The one storylist we kept in Cassandra was the Top News storylist, which was only recalculated periodically. We prematerialized each combination of filters (type of content, topic, etc) and stored each one as a freaking JSON blob stored within a Cassandra column. As far as implementations go, all you can really say about that one was "it worked".
Anyway, that's why pagination was hard.
Another aspect of pagination which is awkward is when you're ranking content by a dynamic score, such that a given piece of content can go from position three to position ten, and then in a later surge of popularity from position ten to position two.
In this case offsets are liable to show the same content multiple times on different pages (because the content moved up or down between loading the first and second pages), and cursors are liable to lose position entirely (if the cursor drops from tenth to fifteenth position, when you load the next page you'll skip positions ten through fifteen entirely).
We generally didn't try to solve this problem, but for the third iteration of MyNews the storylist was changing so aggresively, that we did implement a solution for consistent pagination. That version of MyNews took content your friends were Digging, submitting or commenting on, plus content from Newsrooms you participated in most, plus trending content across Digg itself, threw it all together and ranked it according to a variety of factors. In the initial internal implementation, that meant that content could jump around quite a bit from one page to the other.
Our solution was:
offsetwas zero, then generate the first 225 items in the MyNews storylist, store that ordered list of itemids as a JSON blob inside Redis, and return the first
offsetwas not zero and the MyNews JSON blob existed in Redis, retrieve the blob and slice the
countitem_ids from within.
ossetwas not zero, and the MyNews JSON blob did not exist, then generate it, store it, and retrieve the
countitem_ids. (This was an edgecase for people refreshing old pages or if the blob got evicted from the cache, which in general shouldn't happen in a short period of time, but could happen.)
This implementation has the drawback of content becoming stale on non-first pages, but our experience with the user behavior was that that wasn't important, as people looking for newer content would go to the first page rather than hiding around on later pages.

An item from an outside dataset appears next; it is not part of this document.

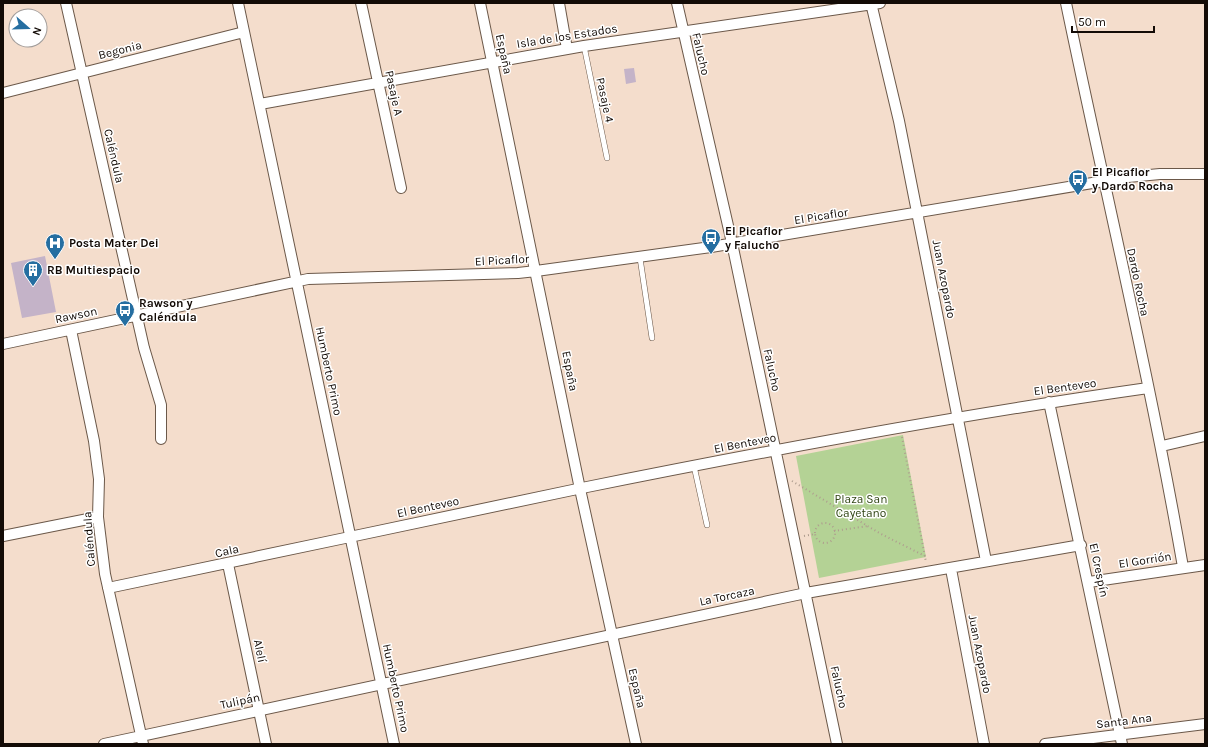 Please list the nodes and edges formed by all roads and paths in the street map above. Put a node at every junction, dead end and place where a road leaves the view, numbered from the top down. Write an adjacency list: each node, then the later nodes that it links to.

Can also alludes to another problem we experienced with our storylist implementations which relied on Cassandra when he says
Therefore, don't show counts on pagination.
This one was really entirely our fault, but as we materialized more and more lists of stories, we often lost track of some of them, such that when a story was deleted (because the submitter closed their account, etc) or hidden because it was identified as a spam, then it would still be returned to the frontend when it queried for stories. The frontend would then hide that story, but would only have, say, twelve valid stories to display when it had asked the backend for fifteen.
As the number of materialized views grew to include half a dozen per Newsroom, six per user's MyNews, and so on, we ended up with an awkward compromise, which is we would repair storylists on read (removing any invalid, expired, spam and such). In most cases this was a backup mechanism rather than the primary mechanism for keeping the views consistent, but meant some reads would return less than the desired quantity of items.
Like a lot of our solutions at Digg, all you can say is that it worked, and worked at a moderately high scale. Maintaining a registry of all the storylists a given article was in and then cleaning them up on modification would have been much prettier, but if a story was in several hundred thousand storylists, many of which will never actually be read, then the repair-on-read mechanism may be preferable (it also self-repairs in the case of failures, which is a bonus when dealing with distributed systems with non-zero error rates).